I hadn’t planned on putting an altar on my fireplace mantel, although no one in New Orleans would question my judgment. It’s a fairly natural thing to do here. But I’m not from New Orleans. Michigan by birth. Virginia from there on out. And up North, people don’t put altars on their fireplace mantels; they put fancy candles and knickknacks, family photos in fine silver frames, and during the Christmas season they cover ‘em in all manner of evergreens. This doesn’t leave much space for the dead and gone.
I don’t know if the people who were living in my house when the Storm struck are dead. But I do know that they are gone. Gone so far and for so long that the neighbors don’t know where to find them. We’ve tried. They don’t return calls to their pre-Katrina phone numbers. City Hall says they still live at my house, but they don’t come around anymore.

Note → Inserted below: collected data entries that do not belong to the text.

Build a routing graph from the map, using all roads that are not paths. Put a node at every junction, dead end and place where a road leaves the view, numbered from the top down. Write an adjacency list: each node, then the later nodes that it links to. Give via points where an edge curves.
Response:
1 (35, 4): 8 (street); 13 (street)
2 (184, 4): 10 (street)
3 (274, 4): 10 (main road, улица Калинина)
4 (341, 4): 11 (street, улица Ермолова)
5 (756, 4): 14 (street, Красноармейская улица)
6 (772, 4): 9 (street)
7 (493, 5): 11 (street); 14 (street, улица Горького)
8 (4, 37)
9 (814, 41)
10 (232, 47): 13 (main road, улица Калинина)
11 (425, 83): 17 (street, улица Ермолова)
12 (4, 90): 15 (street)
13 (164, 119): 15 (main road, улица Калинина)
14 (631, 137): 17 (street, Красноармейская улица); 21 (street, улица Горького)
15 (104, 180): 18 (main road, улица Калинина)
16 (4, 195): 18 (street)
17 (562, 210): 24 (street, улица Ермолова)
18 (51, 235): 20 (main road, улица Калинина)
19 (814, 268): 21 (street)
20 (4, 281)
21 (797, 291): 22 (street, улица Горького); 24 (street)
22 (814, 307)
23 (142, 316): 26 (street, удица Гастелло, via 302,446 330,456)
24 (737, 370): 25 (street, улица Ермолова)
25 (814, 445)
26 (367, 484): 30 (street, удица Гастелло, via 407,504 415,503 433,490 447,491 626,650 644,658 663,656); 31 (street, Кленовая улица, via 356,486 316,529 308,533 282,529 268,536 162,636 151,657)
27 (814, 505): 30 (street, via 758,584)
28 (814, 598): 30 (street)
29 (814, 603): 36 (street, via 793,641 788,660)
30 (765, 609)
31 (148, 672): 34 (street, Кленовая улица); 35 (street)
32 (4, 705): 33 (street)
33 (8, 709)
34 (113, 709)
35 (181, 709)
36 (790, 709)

The banker has no answers. Foreclosures have a way of dehumanizing people, treating them as if they never existed. Even Google can’t locate them. It’s as if they disappeared.

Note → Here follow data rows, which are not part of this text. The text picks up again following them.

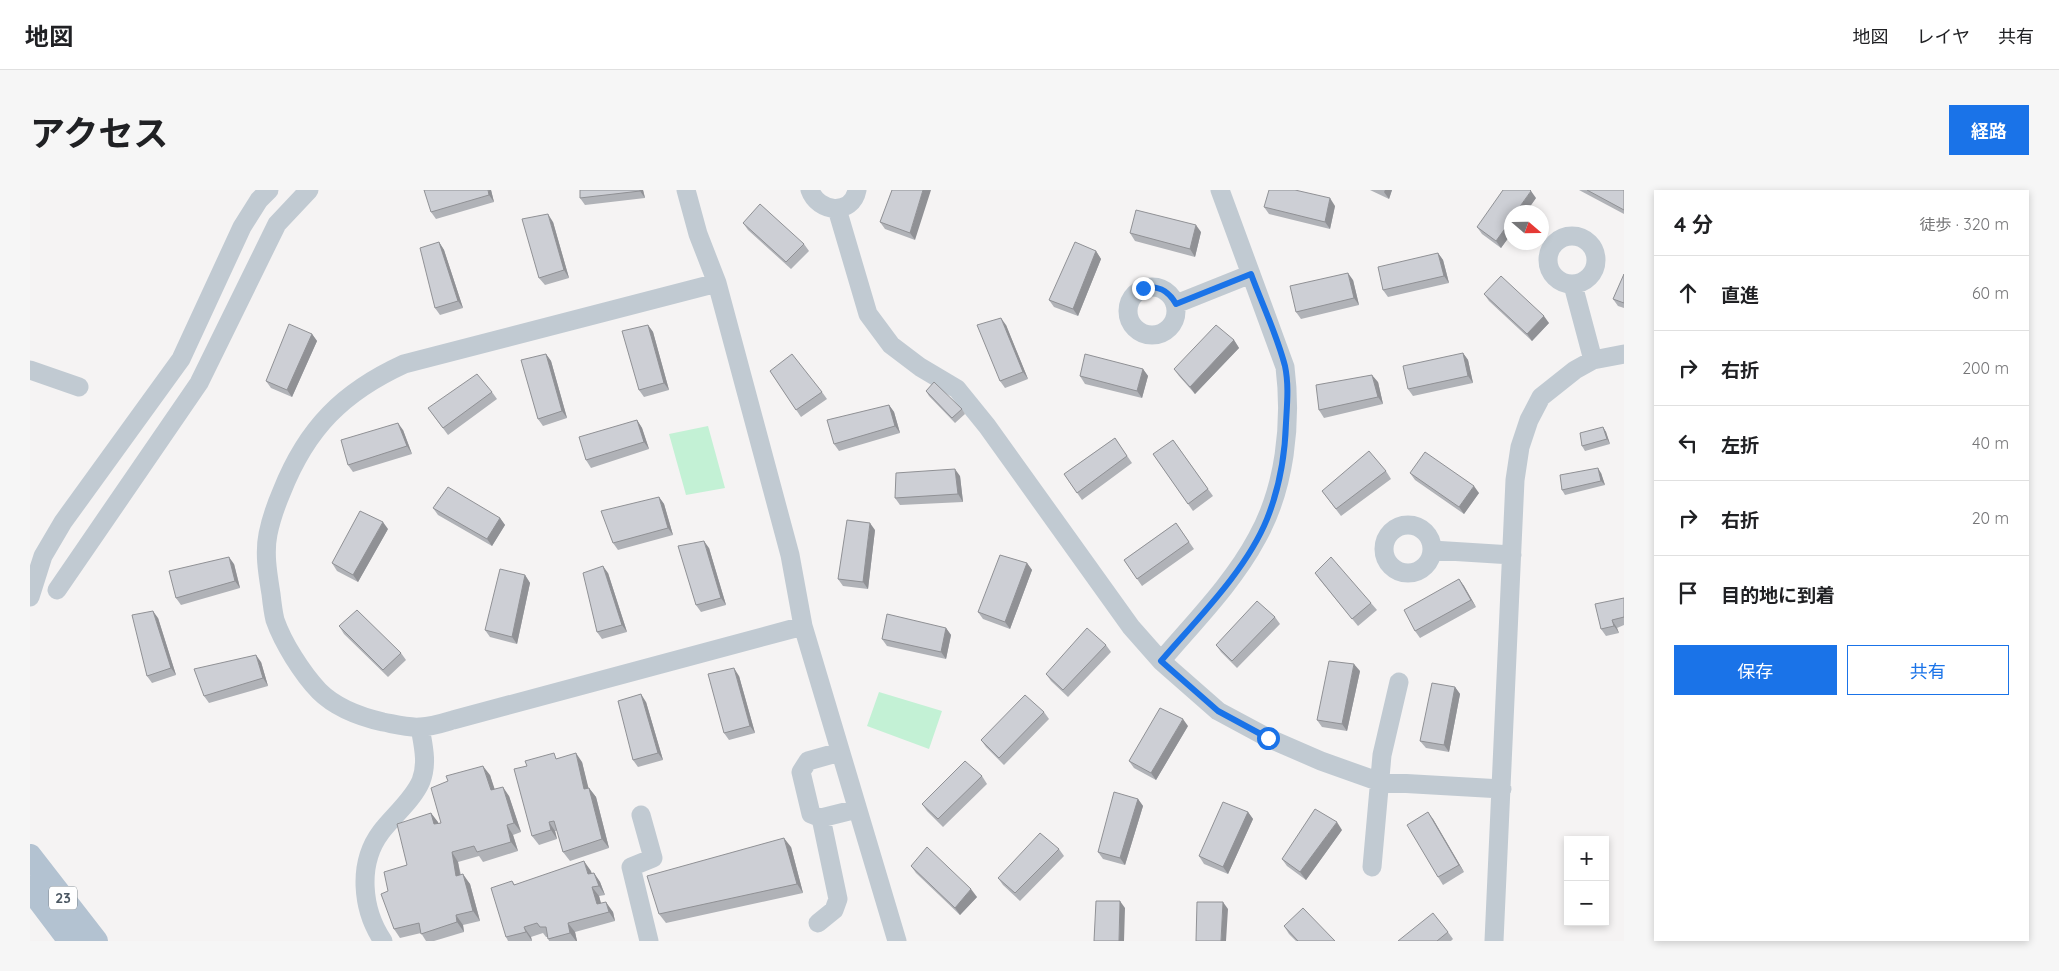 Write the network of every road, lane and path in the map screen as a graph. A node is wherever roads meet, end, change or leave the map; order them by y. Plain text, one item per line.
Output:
1 (269, 190) edge
2 (309, 190) edge
3 (686, 190) edge
4 (810, 190) edge
5 (857, 190) edge
6 (1220, 190) edge
7 (837, 208) junction
8 (1251, 274) junction
9 (718, 283) junction
10 (1573, 285) dead end
11 (1176, 304) dead end
12 (1624, 354) edge
13 (1593, 360) junction
14 (30, 370) edge
15 (79, 387) dead end
16 (1432, 550) dead end
17 (1512, 555) junction
18 (57, 590) dead end
19 (30, 597) edge
20 (803, 626) junction
21 (1161, 661) junction
22 (1399, 682) dead end
23 (420, 728) junction
24 (840, 752) junction
25 (1380, 782) junction
26 (1502, 789) junction
27 (857, 809) junction
28 (641, 815) dead end
29 (821, 818) junction
30 (30, 856) edge
31 (1372, 867) dead end
32 (30, 888) edge
33 (81, 920) junction
34 (818, 923) dead end
35 (70, 941) edge
36 (96, 941) edge
37 (109, 941) edge
38 (383, 941) edge
39 (649, 941) edge
40 (897, 941) edge
41 (1494, 941) edge

1 - 19 street
2 - 18 street
3 - 9 street
4 - 7 street
5 - 7 street
6 - 8 street
7 - 21 street
8 - 11 street
8 - 21 street
9 - 20 street
9 - 23 street
10 - 13 street
12 - 13 street
13 - 17 street
14 - 15 street
16 - 17 street
17 - 26 street
20 - 23 street
20 - 24 street
21 - 25 street
22 - 25 street
23 - 38 street
24 - 27 street
24 - 29 street
25 - 26 street
25 - 31 street
26 - 41 street
27 - 29 street
27 - 40 street
28 - 39 street
29 - 34 street
30 - 33 main road, 23
32 - 35 main road, 23
33 - 36 main road, 23
33 - 37 street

Seeing as I can’t find them to return the items they left behind, I decided to show my respects by placing their smallest belongings on the fireplace mantel. It seemed only right. I couldn’t bring myself to throw away the common remnants of past lives. So I put them on display to remind myself and any visitors that a family once lived here, a family which likely lost all they had in the flood.

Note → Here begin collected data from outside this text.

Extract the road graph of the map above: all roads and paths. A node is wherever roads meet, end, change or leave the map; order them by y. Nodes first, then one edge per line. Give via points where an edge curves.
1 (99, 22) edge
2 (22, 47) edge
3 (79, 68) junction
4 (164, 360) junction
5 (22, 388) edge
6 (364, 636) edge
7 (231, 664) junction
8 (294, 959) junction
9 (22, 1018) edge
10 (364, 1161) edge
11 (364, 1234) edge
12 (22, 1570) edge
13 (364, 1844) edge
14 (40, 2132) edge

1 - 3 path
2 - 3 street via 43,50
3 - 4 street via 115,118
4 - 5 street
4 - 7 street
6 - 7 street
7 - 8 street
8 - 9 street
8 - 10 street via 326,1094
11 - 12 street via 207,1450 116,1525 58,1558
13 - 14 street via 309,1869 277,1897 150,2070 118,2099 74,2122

I catalogued the items I found. They include:
• A Zippo lighter
• A CD of the movie "The Wedding Singer"
• A 2-lb. hand weight
• Several large, primary-colored Legos, the kind used by toddlers
• A stick of women’s concealer, just like the one I use to hide dark circles under my eyes
• A black barber’s comb
• A plastic figurine of the cowboy from the Disney movie "Toy Story"
• A bottle of peach-flavored Cisco, the same "liquid crack" we used to drink in high school once we’d graduated from Boone’s Farm wine coolers
• A 9mm bullet
• Little girl hair ties with large red balls on the tips used to hold ponytails in place
• A sugar dish made in Japan
• A tarnished silver spoon
• A prescription bottle of Orphenadrine, used to treat the painful muscle spasms so common with Parkinson’s disease
• A rusted set of keys
• A boomerang
• A form letter from a class-action lawsuit for "clients who sustained a stroke, heart attack, or any other cardiovascular or heart-related injury while, or soon after, taking Bextra or its generic equivalent, Valdecoxib"
• A plastic green tiger
• Two spools of thread, one blue, the other pink
• A Hibernia bank card
• A pitchfork-looking utensil used for barbecuing
• A golf ball
• Comedy & tragedy masks, just like the kind my aunt used to give me every Christmas when I was a little girl
I pulled down bigger, perhaps, more significant items from the attic. There was furniture, all kinds of wall treatments, a cream-colored and beaded mother-of-the-bride wedding dress, reams of upholstery fabric and boxes. Boxes and more boxes. Overstuffed with paperwork and family photos, Christmas ornaments and toys. I had to put those boxes out for the trash.
A woman can only look at Easy-Bake Ovens and remote-control race cars for so long. Soon enough they begin to they make her crazy wondering what happened to the children to whom they belonged. Maybe one day they’ll pass by for a visit and tell me.